Abandoned Books: 50 Popular Beliefs People Think Are True by Guy P. Harrison

I'm a skeptic of long-standing -- I read a pile of James Randi in my mis-spent youth, and had a subscription to the Skeptical Inquirer for at least fifteen years. (I think I finally let it lapse in my personal magazine-pocalypse of the late '90s, when I realized I had more than a year's worth of about five magazines sitting unread and decided I wasn't as much of a magazine reader as I'd thought I was.) So I thought I was exactly the right audience for Harrison's 50 Popular Beliefs That People Think Are True, a recent publication from Prometheus Books, part of that same upstate New York skeptical nexus with SI and the organization I still think of as CSICOP (though now just CSI for almost a decade).

Harrison's book runs through a whole bunch of popular paranormal, pseudo-scientific, and other beliefs not overly burdened with proof, from Nostradamus and psychics to flying saucers and astrology, from homeopathy and anti-vaccination theories to creationism and the power of prayer, from ghosts and Bigfoot to Atlantis and end-of-the-world prophecies.
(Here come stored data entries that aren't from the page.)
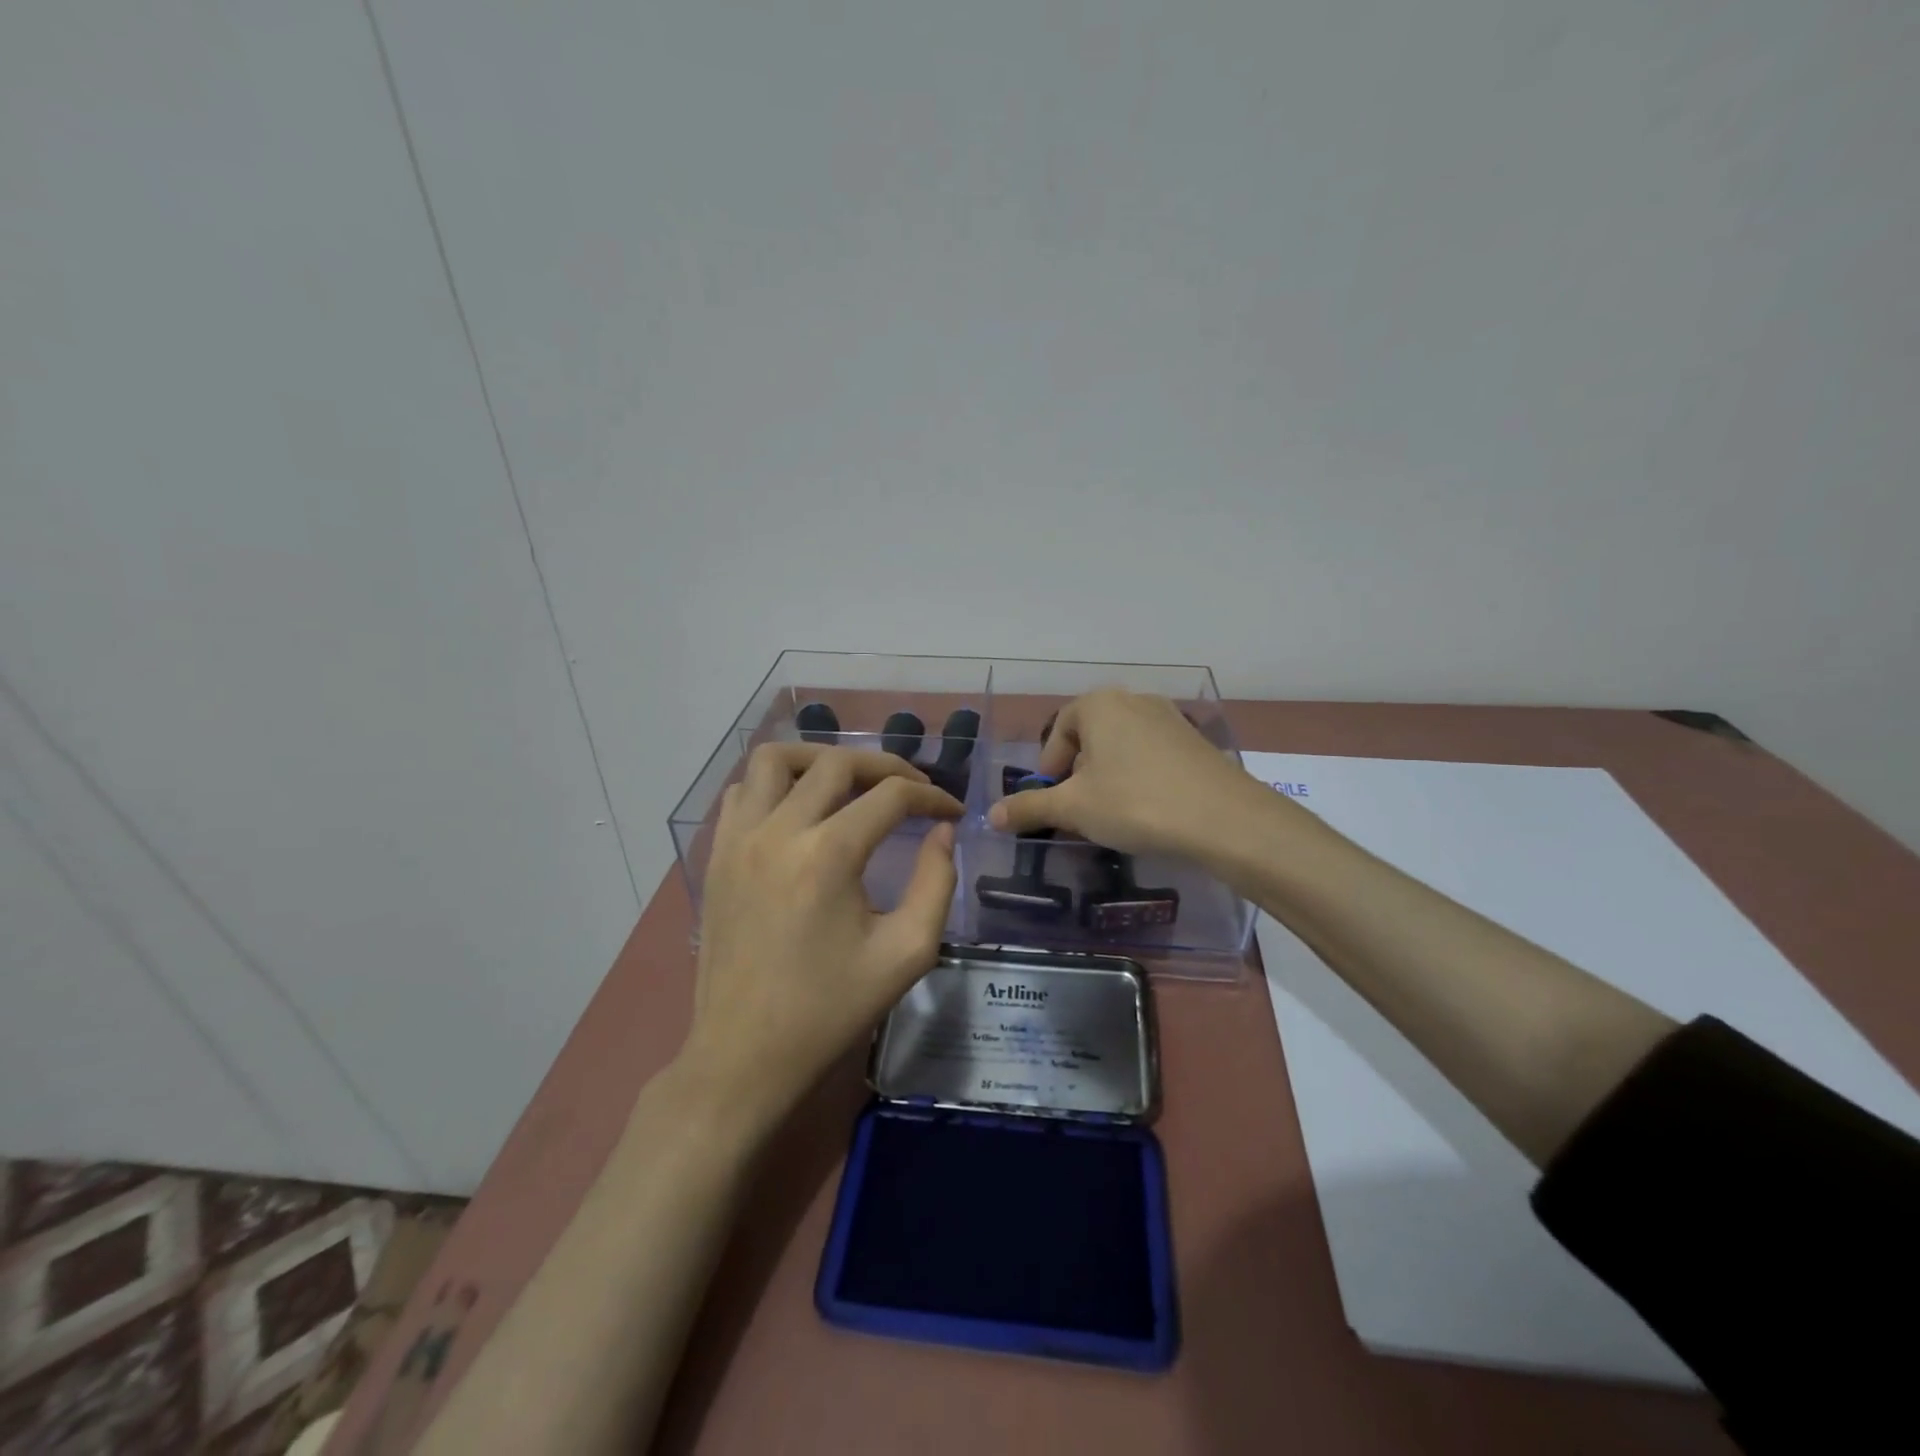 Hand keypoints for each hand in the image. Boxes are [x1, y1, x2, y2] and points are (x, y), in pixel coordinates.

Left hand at [682, 742, 962, 1127]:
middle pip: (838, 763)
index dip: (932, 795)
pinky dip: (775, 784)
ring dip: (821, 760)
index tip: (953, 810)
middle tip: (912, 791)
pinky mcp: (716, 854)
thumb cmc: (830, 1009)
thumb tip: (941, 831)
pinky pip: (742, 791)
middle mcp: (778, 831)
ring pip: (776, 759)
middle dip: (886, 767)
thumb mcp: (906, 954)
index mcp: (829, 855)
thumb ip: (937, 883)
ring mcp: (738, 839)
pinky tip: (799, 809)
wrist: (744, 1054)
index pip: (891, 795)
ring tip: (851, 783)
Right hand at [987, 689, 1290, 864]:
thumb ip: (1030, 807)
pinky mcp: (1196, 742)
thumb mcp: (1074, 808)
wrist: (1224, 819)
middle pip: (1090, 739)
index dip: (1049, 770)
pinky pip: (1151, 757)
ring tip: (1114, 816)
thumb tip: (992, 816)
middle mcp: (1134, 700)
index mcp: (1099, 704)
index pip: (1059, 732)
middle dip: (1079, 776)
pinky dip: (1140, 780)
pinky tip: (1148, 811)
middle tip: (1081, 812)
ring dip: (1109, 779)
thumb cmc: (1135, 803)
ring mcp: (1170, 718)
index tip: (1055, 804)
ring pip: (1121, 749)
He gives each theory five or eight pages, in a breezy, journalistic style, and explains why each of them is not, strictly speaking, true.
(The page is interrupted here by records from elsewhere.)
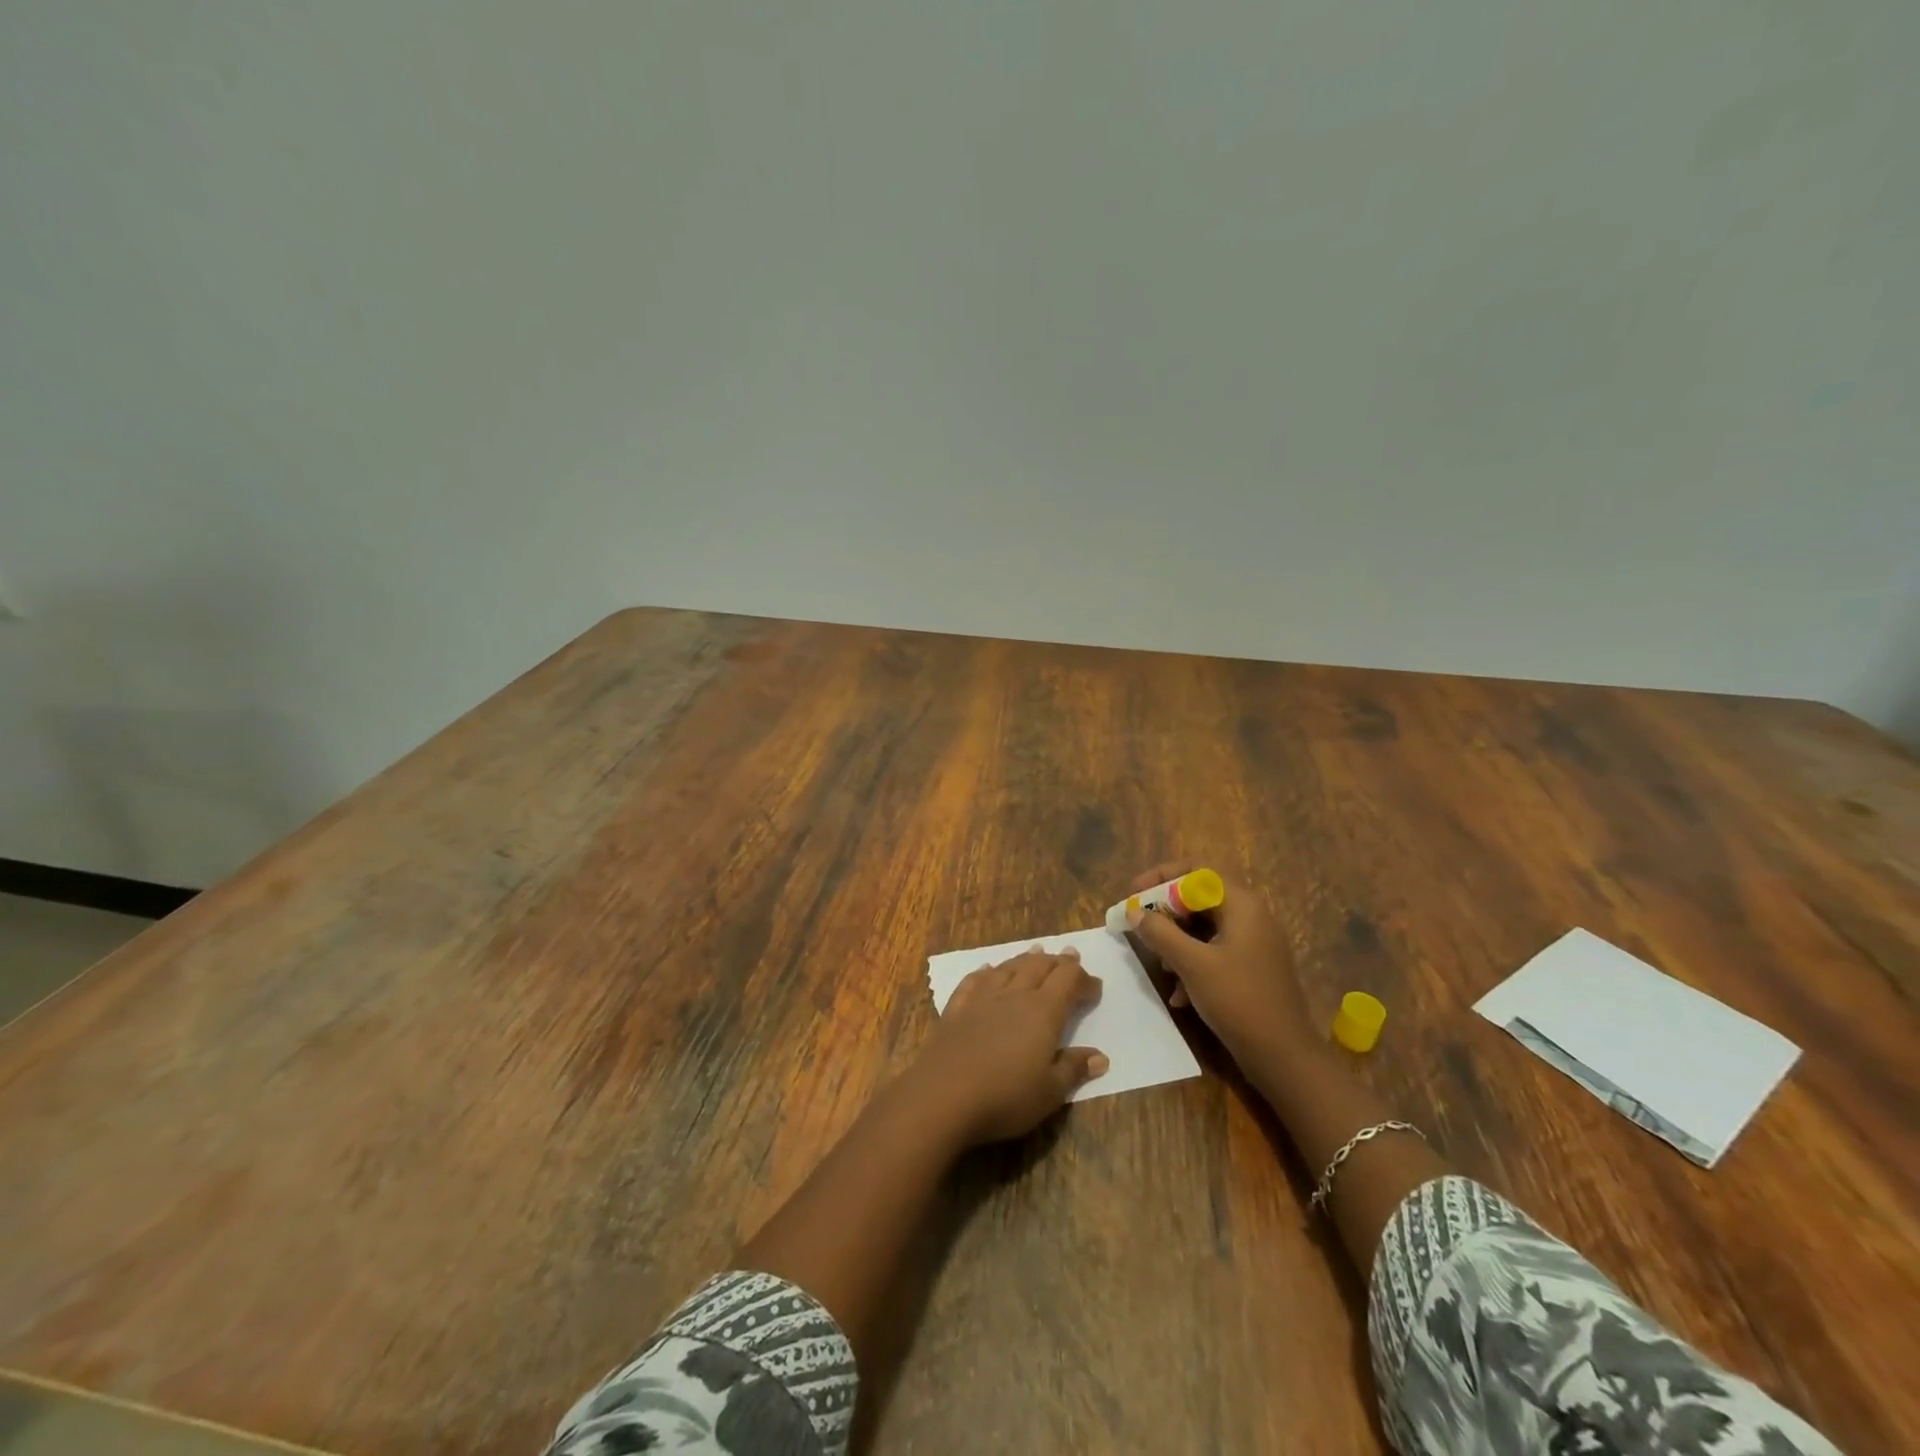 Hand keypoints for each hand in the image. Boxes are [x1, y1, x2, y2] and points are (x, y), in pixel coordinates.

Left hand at [906, 948, 1108, 1145]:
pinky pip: (975, 980)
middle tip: (1070, 957)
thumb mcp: (1049, 1092)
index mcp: (1043, 1011)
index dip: (1084, 979)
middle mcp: (1014, 995)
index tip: (1095, 987)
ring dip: (1026, 959)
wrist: (942, 1096)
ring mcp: (982, 998)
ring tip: (1036, 952)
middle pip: (1039, 966)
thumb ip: (1074, 1069)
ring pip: (1009, 967)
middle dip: (1058, 961)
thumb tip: (1101, 1056)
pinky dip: (987, 972)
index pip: (1068, 980)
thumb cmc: (1004, 1097)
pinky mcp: (956, 1007)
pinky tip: (988, 970)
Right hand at [1123, 862, 1311, 1059]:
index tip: (1134, 894)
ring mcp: (1254, 942)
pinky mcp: (1252, 967)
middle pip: (1199, 897)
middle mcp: (1251, 915)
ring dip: (1177, 941)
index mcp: (1241, 904)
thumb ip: (1159, 932)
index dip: (1161, 876)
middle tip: (1140, 929)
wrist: (1284, 1056)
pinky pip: (1215, 951)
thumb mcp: (1192, 964)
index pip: (1197, 869)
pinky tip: (1180, 995)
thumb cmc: (1238, 1000)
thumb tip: (1133, 911)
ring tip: (1162, 968)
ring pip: (1204, 926)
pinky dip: (1193, 963)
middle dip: (1166, 913)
I read about half of it before I stopped, and I stopped only because Harrison was telling me things I already knew, and telling me them in less detail than I already knew. If Harrison was a flashier writer, or more  aggressive in his investigations, I would have read further, but it's a good basic book by someone trying hard not to alienate an audience of believers in the irrational. I am happy to see that therapeutic touch and "memory water" have been debunked enough that they don't need to be included here, though disappointed that ancient astronauts and the Bermuda Triangle are still going strong in the public mind.

This is an excellent introduction to the skeptical literature, with extensive lists of resources in each chapter and a tone that verges on the conciliatory at times; Harrison bends over backward to be fair to people who believe in stupid, irrational things for no good reason. Even the title bends in that direction: it implies but does not actually say that these beliefs are of note because they're not true.

I didn't need to finish 50 Popular Beliefs myself, but I was thrilled to see that my local library had it, and I hope it circulates widely. It's an excellent handbook of the current catalog of popular irrational beliefs, and, I hope, a signpost on the road to knowledge to many people who ignorantly believe one or more of those things. It's probably a rude gift to give to that astrology-loving friend -- and he might not read it anyway -- but it should do some good in the world, and I'm very happy to see it exists.